На «студебеккере» замешкались, в то время как все с поляны

помчались под сосны, аккордеонист спрыгнул и полез под «студебеккер», шофер нырнул с подножки под мотор, памятуя, что пол кузова пули прошьют, а вот под чугунным мотором можно, скукожившись, запросто отсидеться.

«Мессер», судя по звуку, должен был вот-вот выскочить над поляной, а чтица, растерявшись, лишь отбежала к кабине и легла на нее лицом и грудью, пряча голову за аккордеон.

- Андрей! - крикнул Веня, метнулся к «студебеккеру», вскочил на него, схватил за руку чтицу, крикнул ей: «Так нельзя! Вы с ума сошли!», дернул чтицу к краю кузова и столкнул ее в руки Андрею.

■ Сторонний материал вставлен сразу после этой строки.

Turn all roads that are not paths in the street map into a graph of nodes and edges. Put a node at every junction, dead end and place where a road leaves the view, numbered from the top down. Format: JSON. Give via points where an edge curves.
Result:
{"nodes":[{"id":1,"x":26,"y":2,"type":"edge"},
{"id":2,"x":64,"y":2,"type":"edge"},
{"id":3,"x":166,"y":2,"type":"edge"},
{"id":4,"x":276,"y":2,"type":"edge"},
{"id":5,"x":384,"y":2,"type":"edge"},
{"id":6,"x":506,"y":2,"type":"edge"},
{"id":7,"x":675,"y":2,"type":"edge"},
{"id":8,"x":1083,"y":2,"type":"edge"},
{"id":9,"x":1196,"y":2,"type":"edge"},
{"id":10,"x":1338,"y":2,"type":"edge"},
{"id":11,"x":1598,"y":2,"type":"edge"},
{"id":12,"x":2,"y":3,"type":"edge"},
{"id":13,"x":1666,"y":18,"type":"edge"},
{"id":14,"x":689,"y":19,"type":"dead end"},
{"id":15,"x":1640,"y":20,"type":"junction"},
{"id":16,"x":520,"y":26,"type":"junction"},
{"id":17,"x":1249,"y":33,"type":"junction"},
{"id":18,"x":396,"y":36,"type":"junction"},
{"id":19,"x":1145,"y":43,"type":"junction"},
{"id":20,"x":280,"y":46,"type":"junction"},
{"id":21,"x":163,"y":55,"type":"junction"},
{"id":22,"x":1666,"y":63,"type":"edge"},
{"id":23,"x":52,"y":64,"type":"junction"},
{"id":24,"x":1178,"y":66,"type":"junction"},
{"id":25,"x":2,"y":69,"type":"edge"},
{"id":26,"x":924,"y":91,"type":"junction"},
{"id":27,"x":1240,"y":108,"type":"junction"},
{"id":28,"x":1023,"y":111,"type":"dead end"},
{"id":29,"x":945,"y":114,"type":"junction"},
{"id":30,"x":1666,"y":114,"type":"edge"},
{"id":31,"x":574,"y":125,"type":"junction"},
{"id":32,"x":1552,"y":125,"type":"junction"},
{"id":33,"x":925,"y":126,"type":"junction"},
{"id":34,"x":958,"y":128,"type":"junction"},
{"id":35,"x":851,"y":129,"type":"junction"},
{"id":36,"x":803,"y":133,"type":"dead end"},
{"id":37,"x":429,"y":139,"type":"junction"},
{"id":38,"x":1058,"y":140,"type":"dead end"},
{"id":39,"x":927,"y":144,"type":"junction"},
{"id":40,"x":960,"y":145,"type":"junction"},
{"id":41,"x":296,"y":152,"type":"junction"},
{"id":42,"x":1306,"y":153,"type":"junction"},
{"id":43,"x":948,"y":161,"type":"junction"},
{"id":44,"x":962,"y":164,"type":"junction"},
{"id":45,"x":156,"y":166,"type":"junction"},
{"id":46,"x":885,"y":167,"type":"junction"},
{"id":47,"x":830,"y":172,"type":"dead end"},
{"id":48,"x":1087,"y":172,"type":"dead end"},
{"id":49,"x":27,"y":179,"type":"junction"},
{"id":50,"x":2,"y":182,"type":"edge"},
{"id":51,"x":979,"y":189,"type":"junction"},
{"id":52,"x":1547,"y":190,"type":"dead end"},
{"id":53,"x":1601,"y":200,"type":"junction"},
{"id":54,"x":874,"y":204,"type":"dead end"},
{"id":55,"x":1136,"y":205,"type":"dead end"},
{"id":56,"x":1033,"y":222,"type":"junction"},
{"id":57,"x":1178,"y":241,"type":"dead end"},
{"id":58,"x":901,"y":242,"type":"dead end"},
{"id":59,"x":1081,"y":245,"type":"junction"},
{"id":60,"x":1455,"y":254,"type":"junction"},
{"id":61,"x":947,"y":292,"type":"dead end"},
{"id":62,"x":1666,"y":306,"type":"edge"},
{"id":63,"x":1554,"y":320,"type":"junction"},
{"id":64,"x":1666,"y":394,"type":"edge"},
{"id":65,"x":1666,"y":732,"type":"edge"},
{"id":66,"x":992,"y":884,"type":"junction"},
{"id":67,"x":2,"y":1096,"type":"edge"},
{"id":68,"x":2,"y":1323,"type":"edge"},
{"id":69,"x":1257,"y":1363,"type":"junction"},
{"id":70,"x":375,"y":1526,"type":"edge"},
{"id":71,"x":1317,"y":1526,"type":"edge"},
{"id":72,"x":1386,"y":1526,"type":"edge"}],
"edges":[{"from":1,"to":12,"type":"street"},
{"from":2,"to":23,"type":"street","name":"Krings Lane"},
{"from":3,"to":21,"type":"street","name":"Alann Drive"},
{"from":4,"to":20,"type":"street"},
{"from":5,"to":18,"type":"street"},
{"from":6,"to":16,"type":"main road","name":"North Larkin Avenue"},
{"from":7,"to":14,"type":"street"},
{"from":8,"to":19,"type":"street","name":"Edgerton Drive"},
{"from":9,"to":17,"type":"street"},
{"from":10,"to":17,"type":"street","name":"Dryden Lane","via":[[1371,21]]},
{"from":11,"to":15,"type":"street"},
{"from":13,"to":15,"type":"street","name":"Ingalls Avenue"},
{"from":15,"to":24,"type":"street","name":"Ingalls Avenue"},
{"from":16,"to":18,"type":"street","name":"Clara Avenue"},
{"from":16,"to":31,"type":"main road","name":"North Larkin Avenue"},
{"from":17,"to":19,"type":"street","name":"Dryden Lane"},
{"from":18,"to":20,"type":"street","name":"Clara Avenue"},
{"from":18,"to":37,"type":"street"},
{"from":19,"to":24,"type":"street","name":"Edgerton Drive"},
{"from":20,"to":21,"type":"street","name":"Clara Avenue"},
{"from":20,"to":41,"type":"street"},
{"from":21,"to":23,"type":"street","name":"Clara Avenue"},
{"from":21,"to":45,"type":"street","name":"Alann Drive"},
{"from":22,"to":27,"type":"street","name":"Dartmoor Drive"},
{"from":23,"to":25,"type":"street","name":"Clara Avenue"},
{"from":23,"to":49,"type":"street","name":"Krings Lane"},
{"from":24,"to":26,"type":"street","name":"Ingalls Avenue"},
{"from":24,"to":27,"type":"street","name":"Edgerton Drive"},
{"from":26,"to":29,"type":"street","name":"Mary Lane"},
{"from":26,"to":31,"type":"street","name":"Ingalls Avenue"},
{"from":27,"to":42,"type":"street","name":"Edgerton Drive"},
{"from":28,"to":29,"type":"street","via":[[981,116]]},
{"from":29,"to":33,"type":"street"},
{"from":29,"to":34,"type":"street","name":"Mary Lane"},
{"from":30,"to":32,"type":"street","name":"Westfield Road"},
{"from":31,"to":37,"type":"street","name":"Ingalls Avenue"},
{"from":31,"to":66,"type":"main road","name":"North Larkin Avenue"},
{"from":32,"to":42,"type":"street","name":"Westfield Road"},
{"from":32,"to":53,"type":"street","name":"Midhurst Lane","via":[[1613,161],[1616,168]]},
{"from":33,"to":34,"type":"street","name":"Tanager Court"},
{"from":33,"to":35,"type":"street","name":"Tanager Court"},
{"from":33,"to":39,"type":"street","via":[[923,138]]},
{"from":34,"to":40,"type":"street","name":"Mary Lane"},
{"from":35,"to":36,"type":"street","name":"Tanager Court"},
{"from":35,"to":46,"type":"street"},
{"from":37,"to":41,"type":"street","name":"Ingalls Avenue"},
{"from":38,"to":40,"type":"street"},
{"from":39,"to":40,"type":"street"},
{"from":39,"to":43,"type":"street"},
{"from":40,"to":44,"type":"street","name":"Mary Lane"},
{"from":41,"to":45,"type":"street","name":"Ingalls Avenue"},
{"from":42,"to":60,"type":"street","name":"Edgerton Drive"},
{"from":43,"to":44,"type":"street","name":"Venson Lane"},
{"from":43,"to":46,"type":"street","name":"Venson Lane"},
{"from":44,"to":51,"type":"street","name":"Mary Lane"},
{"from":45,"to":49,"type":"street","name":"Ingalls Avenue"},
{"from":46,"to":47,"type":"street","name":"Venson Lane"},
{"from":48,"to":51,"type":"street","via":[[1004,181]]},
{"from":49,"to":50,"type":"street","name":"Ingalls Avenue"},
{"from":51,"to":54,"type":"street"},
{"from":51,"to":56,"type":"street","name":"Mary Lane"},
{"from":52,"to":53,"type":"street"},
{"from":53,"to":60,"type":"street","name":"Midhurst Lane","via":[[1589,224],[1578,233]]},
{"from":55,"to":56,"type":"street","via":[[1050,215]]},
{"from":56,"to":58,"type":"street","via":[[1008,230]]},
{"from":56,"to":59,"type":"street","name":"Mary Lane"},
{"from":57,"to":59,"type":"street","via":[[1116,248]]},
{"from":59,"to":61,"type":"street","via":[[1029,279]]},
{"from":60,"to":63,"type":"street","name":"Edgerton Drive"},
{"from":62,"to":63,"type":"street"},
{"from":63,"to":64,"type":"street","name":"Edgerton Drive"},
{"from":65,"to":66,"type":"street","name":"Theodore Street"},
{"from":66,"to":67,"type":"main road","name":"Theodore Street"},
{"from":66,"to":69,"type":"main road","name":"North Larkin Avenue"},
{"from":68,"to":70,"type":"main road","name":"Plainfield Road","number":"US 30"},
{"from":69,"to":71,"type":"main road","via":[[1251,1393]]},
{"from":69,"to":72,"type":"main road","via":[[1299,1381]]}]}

Они спрятали ее за колеса - спаренные, толстые колеса могли быть защитой от пуль, и тут как раз на поляну, опять сбивая с сосен сухую хвою и мелкие отмершие веточки, вырвался «мессер». По нему били из автоматов и винтовок, «мессер» чесанул из пулеметов, кинул несколько бомбочек и, опять зазвенев мотором, ушел в свою, западную, сторону.

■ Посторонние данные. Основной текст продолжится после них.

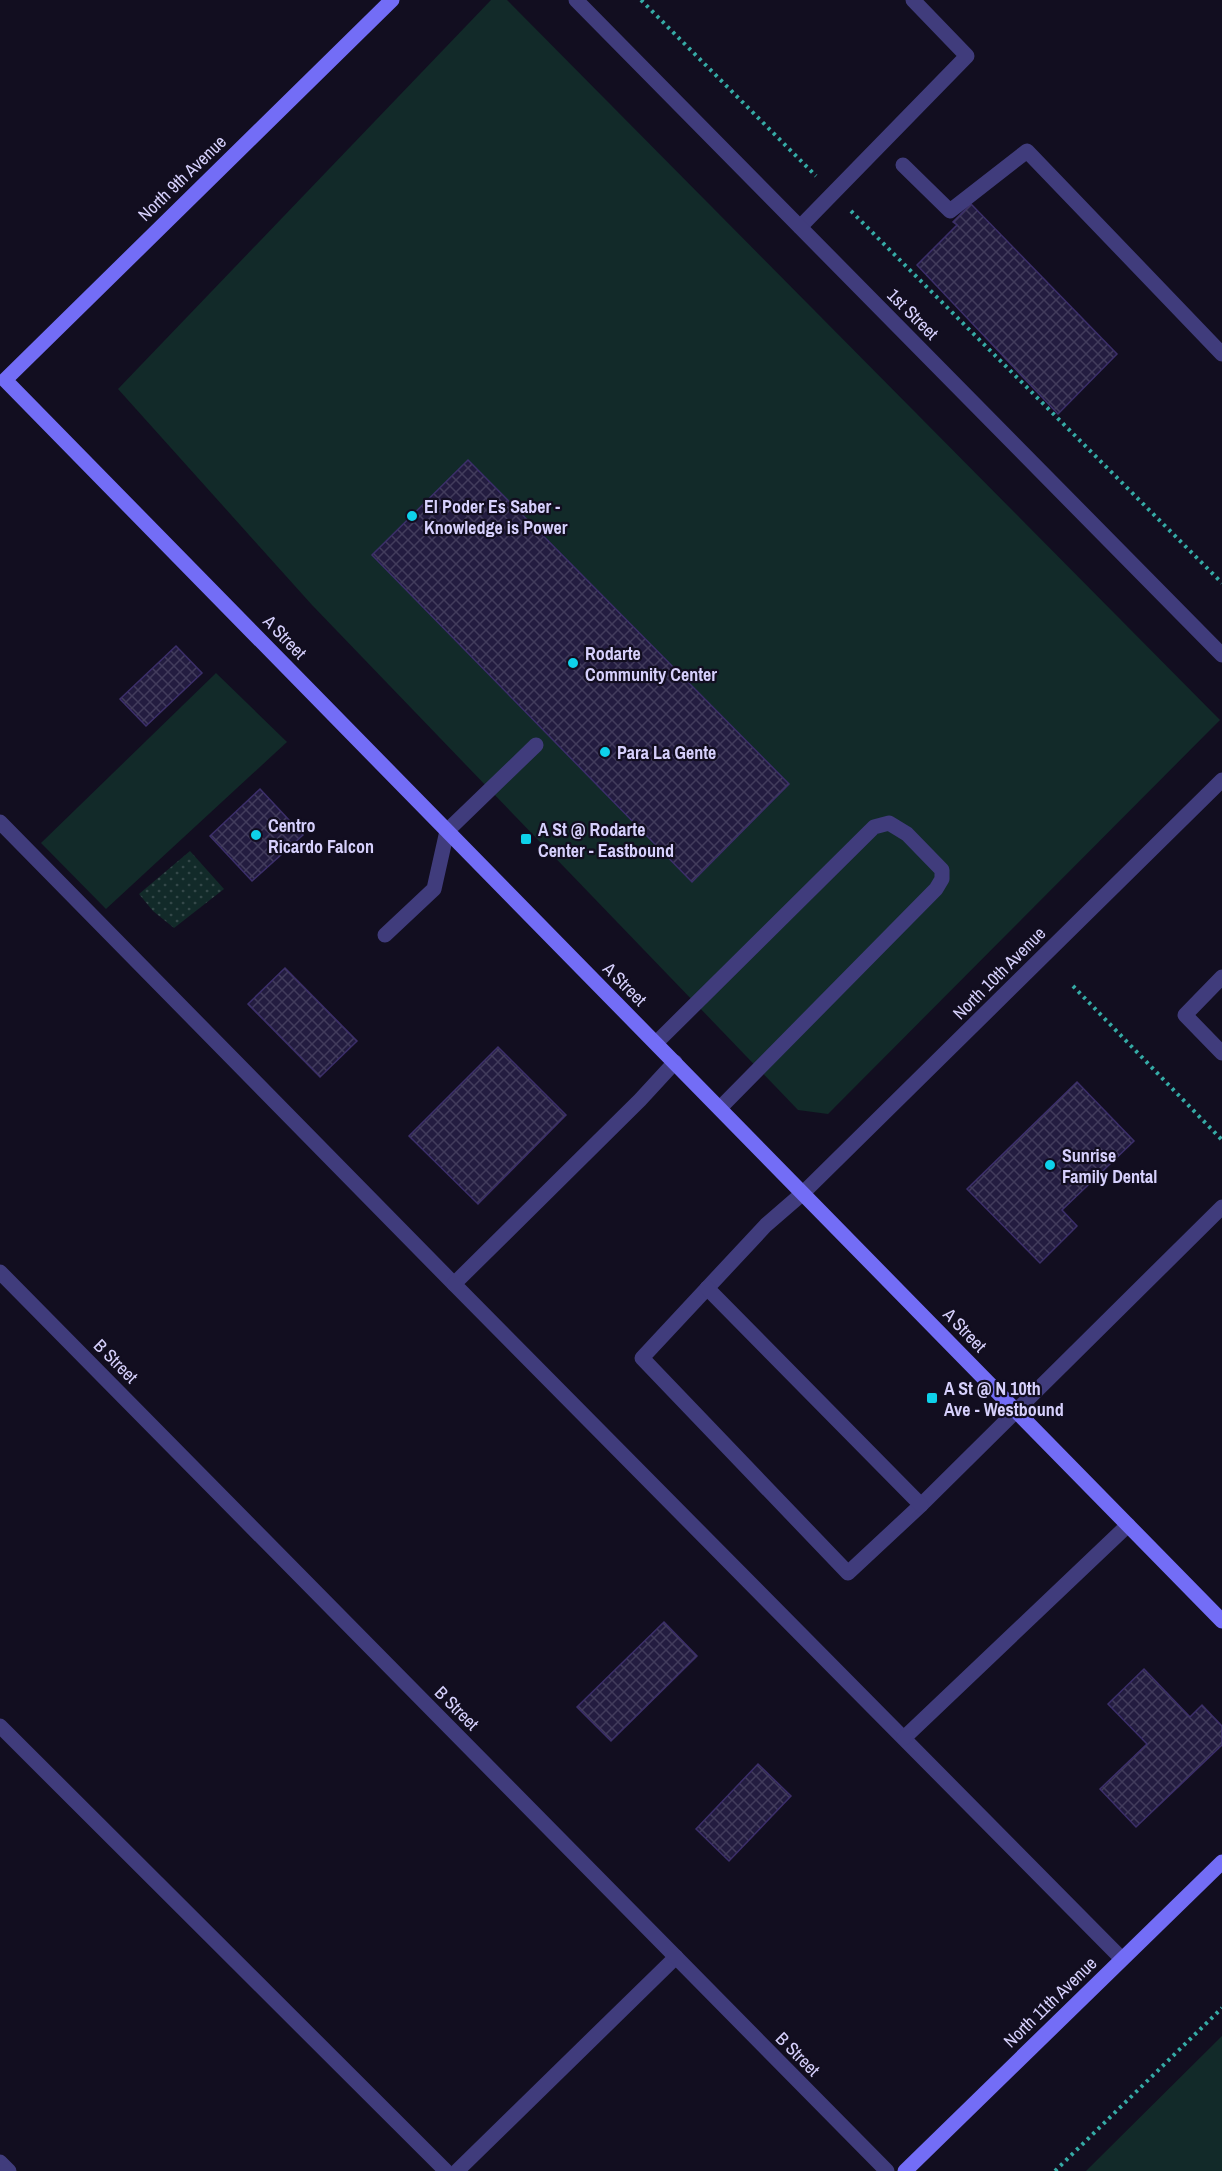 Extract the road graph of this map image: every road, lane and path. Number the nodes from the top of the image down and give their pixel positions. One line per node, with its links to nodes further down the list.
1 (392, 0): 9 (street, North 9th Avenue)
2 (576, 0): 7 (street, 1st Street)
3 (641, 0): 6 (path)
4 (912, 0): 6 (street)
5 (903, 165): 8 (street)
6 (832, 192): 7 (street); 10 (path)
7 (800, 227): 11 (street, 1st Street)
8 (1222, 354)
9 (2, 379): 15 (street, A Street)
10 (1222, 583)
11 (1222, 655)
12 (536, 745): 15 (street)
13 (1222, 780): 24 (street, North 10th Avenue)
14 (0, 822): 27 (street)
15 (447, 831): 16 (street); 19 (street, A Street)
16 (385, 935)
17 (1222, 977): 20 (street)
18 (1073, 986): 23 (path)
19 (656, 1043): 21 (street, A Street); 22 (street)
20 (1222, 1053)
21 (675, 1062): 22 (street, A Street); 27 (street)
22 (720, 1108): 24 (street, A Street)
23 (1222, 1140)
24 (803, 1193): 28 (street, North 10th Avenue); 29 (street, A Street)
25 (1222, 1208): 29 (street)
26 (0, 1272): 36 (street, B Street)
27 (454, 1284): 34 (street)
28 (707, 1288): 30 (street); 30 (street, North 10th Avenue)
29 (1017, 1411): 30 (street); 31 (street, A Street)
30 (921, 1506)
31 (1128, 1525): 32 (street, A Street); 34 (street)
32 (1222, 1621)
33 (0, 1726): 41 (street)
34 (904, 1738): 37 (street)
35 (1222, 1862): 37 (street, North 11th Avenue)
36 (676, 1957): 42 (street); 43 (street, B Street)
37 (1122, 1959): 44 (street, North 11th Avenue)
38 (1222, 2008): 45 (path)
39 (0, 2162): 40 (street)
40 (9, 2171)
41 (446, 2171)
42 (457, 2171)
43 (887, 2171)
44 (905, 2171)
45 (1055, 2171)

- Отбой! - крикнул кто-то, и несколько голосов повторили и закричали: «Отбой! Отбой! Выходи, братва! Улетел, сволочь! Давай, продолжай концерт! Подумаешь, фриц вшивый! Из-за него мы что теперь? Без концерта, а? Давай, продолжай! Шиш ему, поганому!» Пока голоса кричали это и солдаты выходили из-под сосен и шли к «студебеккеру», чтица, все так же мелко дрожа, повторяла то, что начала, когда «мессер» вырвался и по нему начали палить: «Боже мой! Боже мой! Боже мой!».

- Все! Все кончилось. Он улетел. И не прилетит! - сказал ей Веня и помог подняться с колен от колес.

Как бы не замечая ни бледности, ни дрожи, ни глаз актрисы, в которых бился ужас, Веня галантно продолжал, давая ей придти в себя:

- Вы, наверное, первый раз на фронте? Первый раз всегда страшно. Но вам придется закончить стихотворение, иначе как же… на полуслове…

Отстегнув флягу, свинтив пробку, слив, чтобы ополоснуть горлышко, немного под ноги, Андрей протянул флягу чтице:

- Попейте. Попейте хорошо, побольше.

Актриса поднесла флягу ко рту.

- Это… это коньяк?

- Нет! Нет! - успокоил ее Веня, - Это чай! От завтрака. Коньяк нам не положено.

Актриса как выдохнула:

- А хорошо бы, если бы коньяк…

- Извините, - застеснялся Веня.- Не дают нам…

Прикрыв глаза, актриса выпила все, что было во фляге.

Она, наверное, еще не слышала, как стонут раненые, как кто-то громко распоряжается: «Раненых в санбат! Живо! Убитых туда, под сосны, пять метров от края поляны! Сержант! Быть у убитых, пока… В общем , быть, пока не получите другого приказа! Выполнять, живо! Живо, товарищи!»